C’è un verbo che ritorna spesso nei miei ricordi e non so per quale motivo è legato alle vicende del Monte. Il verbo è sperare, meglio speriamo. Il primo ricordo risale a quando incontrai per caso Gabriello Mancini in piazza Salimbeni durante la campagna elettorale del 2011. L’ex presidente della Fondazione saliva verso la Rocca per dare l’assenso al famoso aumento di capitale. Decisione che doveva onorare gli obblighi che Ceccuzzi aveva preso con una lettera inviata ai cittadini senesi dove si impegnava, se fosse stato eletto sindaco, a non scendere sotto il famoso 51 per cento. Mi ricordo che dissi a Mancini che a mio parere fare l’aumento di capitale sarebbe stata una sciocchezza e che avrebbe impiccato la Fondazione. Per contro Mancini mi rispose: speriamo bene! Tutti sappiamo come è andata a finire. Il secondo speriamo l’ho letto ultimamente e più precisamente in una risposta che Viola ha dato a chi gli chiedeva se l’aumento di capitale di cinque miliardi sarebbe stato sufficiente per rimettere il Monte in carreggiata. Speriamo ha risposto. E io devo replicare che i cinque miliardi non saranno sufficienti e che con molta probabilità ce ne vorranno molti di più, e l’amministratore delegato ce ne spiega anche le ragioni “oggi serve a rafforzare il patrimonio; se servirà anche a coprire i crediti lo si vedrà al termine degli esami BCE il cui risultato sarà comunicato a ottobre”.
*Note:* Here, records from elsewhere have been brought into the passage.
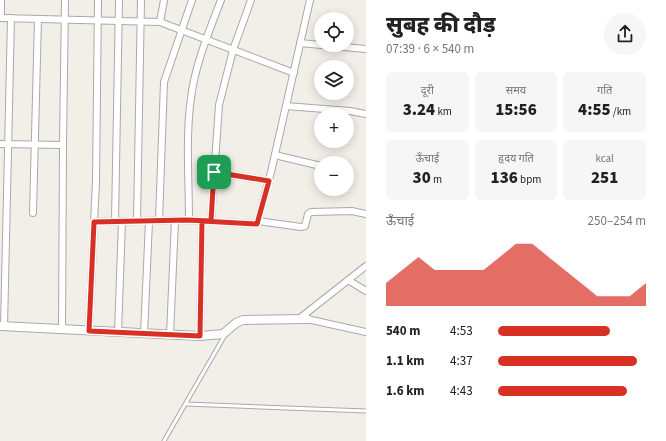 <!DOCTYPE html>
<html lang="hi">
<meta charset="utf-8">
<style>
body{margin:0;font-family:"Source Sans 3","Noto Sans Devanagari",sans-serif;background:#f6f6f6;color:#222;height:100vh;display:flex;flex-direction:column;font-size:15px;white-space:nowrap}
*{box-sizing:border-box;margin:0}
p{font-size:13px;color:#767676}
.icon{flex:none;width:22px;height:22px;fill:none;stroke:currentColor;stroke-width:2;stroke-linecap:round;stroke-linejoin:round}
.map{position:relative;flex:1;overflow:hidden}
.side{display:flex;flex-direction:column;background:#fff;width:300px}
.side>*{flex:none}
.tools{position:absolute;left:314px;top:12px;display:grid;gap:8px}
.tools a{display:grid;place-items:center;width:40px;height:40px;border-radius:50%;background:#fff;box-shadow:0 2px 10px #0003;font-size:20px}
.pin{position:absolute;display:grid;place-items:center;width:34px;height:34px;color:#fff;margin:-17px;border-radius:8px;box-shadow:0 2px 6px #0006}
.round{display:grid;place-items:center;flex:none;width:42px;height:42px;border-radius:21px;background:#f6f6f6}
.overview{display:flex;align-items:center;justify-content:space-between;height:68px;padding:0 20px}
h1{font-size:22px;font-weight:800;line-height:30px}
.metrics{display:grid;grid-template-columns:repeat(3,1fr);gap:6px;height:68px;padding:4px 20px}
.metrics div{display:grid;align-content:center;border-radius:6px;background:#f6f6f6;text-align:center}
.metrics b{font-size:17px;font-weight:800}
.metrics small{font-size:11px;font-weight:400}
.metrics p{font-size:11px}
.chart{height:112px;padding:8px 20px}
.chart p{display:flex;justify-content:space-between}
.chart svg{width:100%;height:72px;margin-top:4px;fill:#d93025;opacity:.7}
ul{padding:0 20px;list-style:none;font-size:13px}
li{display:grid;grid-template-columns:64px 48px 1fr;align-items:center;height:30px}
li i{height:10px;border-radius:5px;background:#d93025}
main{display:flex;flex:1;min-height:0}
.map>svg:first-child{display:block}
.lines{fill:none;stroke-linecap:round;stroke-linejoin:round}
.service-casing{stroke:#a9a9a9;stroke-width:5}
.minor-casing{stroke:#a9a9a9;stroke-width:8}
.tertiary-casing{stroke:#a9a9a9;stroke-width:10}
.service{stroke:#fff;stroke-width:3}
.minor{stroke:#fff;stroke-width:6}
.tertiary{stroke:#fff;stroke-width:8}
.route-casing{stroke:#fff;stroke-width:8}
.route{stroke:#d93025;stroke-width:5}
</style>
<main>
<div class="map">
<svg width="366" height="441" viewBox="0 0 366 441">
<rect width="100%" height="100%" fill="#f2efe9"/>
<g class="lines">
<g class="service-casing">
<g id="service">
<path d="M 186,404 L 366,411"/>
<path d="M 164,441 L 225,335"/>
</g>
</g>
<g class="minor-casing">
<g id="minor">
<path d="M 0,18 L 160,22 L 294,73"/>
<path d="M 1,18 L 1,0"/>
<path d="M 160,22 L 164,0"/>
<path d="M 300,43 L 321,45"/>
<path d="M 322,45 L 366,49"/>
<path d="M 286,106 L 350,111 L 366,114"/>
<path d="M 0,144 L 63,145 L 62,330"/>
<path d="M 63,145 L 65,0"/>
<path d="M 275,155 L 321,166"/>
<path d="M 214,172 L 269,181"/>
<path d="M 33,213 L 38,19"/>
<path d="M 159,220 L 164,82 L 192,0"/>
<path d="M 189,220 C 189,177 185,133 192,91 C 197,60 210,29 221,0"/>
<path d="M 115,221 L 119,0"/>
<path d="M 137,221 L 141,0"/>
<path d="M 211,221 L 219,105 L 233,50 L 251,0"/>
<path d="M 258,221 L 301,227 L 305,226 L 308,214 L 311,212 L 352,211 L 366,214"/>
<path d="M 94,222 L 186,220 L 257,224 L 271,172 L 310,0"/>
<path d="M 348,280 L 366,291"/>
<path d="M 300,318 L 366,266"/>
<path d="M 307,319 L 366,332"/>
<path d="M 4,327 L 11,18"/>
<path d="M 89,331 L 96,181 L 98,0"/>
<path d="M 118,333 L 122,221"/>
<path d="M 144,334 L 149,221"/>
<path d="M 170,335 L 175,220"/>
<path d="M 200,336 L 202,221"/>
</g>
</g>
<g class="tertiary-casing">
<path id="tertiary" d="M 0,326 L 200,336 L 223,334 L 236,323 L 243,320 L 307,319"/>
</g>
<use href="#service" class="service"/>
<use href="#minor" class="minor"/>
<use href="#tertiary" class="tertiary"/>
</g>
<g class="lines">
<g class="route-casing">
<path id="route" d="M 214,172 L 211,221 L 186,220 L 94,222 L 89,331 L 200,336 L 202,221 L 256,224 L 257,224 L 269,181 L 214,172"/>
</g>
<use href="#route" class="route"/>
</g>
</svg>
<div class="tools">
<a><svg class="icon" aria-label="locate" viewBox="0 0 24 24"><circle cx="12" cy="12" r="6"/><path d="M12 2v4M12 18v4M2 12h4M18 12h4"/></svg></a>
<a><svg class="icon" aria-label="layers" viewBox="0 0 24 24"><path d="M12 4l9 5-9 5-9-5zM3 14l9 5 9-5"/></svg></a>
<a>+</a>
<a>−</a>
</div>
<div class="pin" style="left:214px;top:172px;background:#1e9e55"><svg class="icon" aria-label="arrive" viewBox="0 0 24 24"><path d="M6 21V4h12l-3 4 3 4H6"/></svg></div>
</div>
<section class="side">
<div class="overview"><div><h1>सुबह की दौड़</h1><p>07:39 · 6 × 540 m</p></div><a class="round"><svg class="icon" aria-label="share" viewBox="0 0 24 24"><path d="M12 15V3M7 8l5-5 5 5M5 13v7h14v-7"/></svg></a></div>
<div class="metrics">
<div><p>दूरी</p><b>3.24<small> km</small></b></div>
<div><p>समय</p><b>15:56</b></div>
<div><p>गति</p><b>4:55<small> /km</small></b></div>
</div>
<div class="metrics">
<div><p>ऊँचाई</p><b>30<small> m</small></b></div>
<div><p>हृदय गति</p><b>136<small> bpm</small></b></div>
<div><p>kcal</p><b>251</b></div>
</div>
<div class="chart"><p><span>ऊँचाई</span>250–254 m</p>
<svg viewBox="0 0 160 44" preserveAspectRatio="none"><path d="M0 44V30L10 22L20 14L30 22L40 22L50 22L60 22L70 14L80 6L90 6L100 14L110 22L120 30L130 38L140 38L150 38L160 30V44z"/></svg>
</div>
<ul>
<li><b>540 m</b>4:53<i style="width:76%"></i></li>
<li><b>1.1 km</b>4:37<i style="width:94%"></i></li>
<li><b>1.6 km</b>4:43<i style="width:87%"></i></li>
</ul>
</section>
</main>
Scusatemi ma questa volta non vi annoio con i numeri. Saranno, quindi, problemi dei soci. Si perché se c’è una cosa che l’ultima assemblea ha sentenziato è che ormai le questioni del Montepaschi sono un fatto privato dei soci, e fin qui poco da dire, ne prendiamo atto. Ci sarebbe poco da dire se fra i soci non ci fosse anche la Fondazione e se quest’ultima non avesse deciso di partecipare all’aumento di capitale per un impegno pari a centoventicinque milioni. Se le questioni della banca sono ormai un fatto privato, quelle della Fondazione rimangono pubbliche e investono la collettività senese e il suo futuro. Partecipare all’aumento di capitale da parte della Fondazione vuol dire solo anticiparne il suicidio e le sorti di Mancini e della Mansi diventano di fatto parallele. Non si capisce per quale motivo Siena debba fare un prestito gratuito alla banca senza riceverne per diversi anni nessun beneficio. Se poi, come sono fermamente convinto, questo è solo il primo degli aumenti di capitale, immaginate voi cosa resterà in mano alla Fondazione. Fondazione che ha diversi problemi da risolvere: dalle proprie partecipate, al costo di gestione dell’ente. Una decisione del genere, quella di partecipare all’aumento di capitale, non può essere presa senza una vera discussione mettendo sul tappeto del consiglio comunale e della città i dati necessari per valutare un provvedimento del genere. Al contrario, molte potrebbero essere le alternative di impiego delle risorse residuali. Non credo altresì che tale decisone sia stata suggerita per questioni di governance della banca, i numeri sono eccessivamente residuali per poter giocare una vera partita degna di significato. Non vorrei, al contrario, che anche questa volta le voci dei suggeritori di un suicidio annunciato vengano da fuori e non facciano i veri interessi del territorio senese. Sono abituato a scrivere in solitaria e per l’eternità ( il fur ewig di Gramsci) ma tanto devo al mio attaccamento a Siena.
Pierluigi Piccini

Gli spunti sollevati dal Sig. Piccini destano sicuramente un interesse e suscitano delle domande che certamente, da semplice cittadino della strada, porrò. Spero che il Sig. Piccini mi correggerà in queste poche spicciole considerazioni se forniranno un interpretazione errata del suo pensiero. Sostiene che l’affaire MPS è oramai un problema dei soci ( per la prima volta non più della città di Siena: visto che questa banca è stata radicata sul territorio decretandone le sorti dal 1472 converrà con me che sentire questa frase un po’ colpisce) ma se i percorsi di Fondazione e Banca sono oramai diversi vorrei conoscere che senso possa avere sottoscrivere un patto parasociale con enti terzi per governare il 9% di una banca che non senti più tua.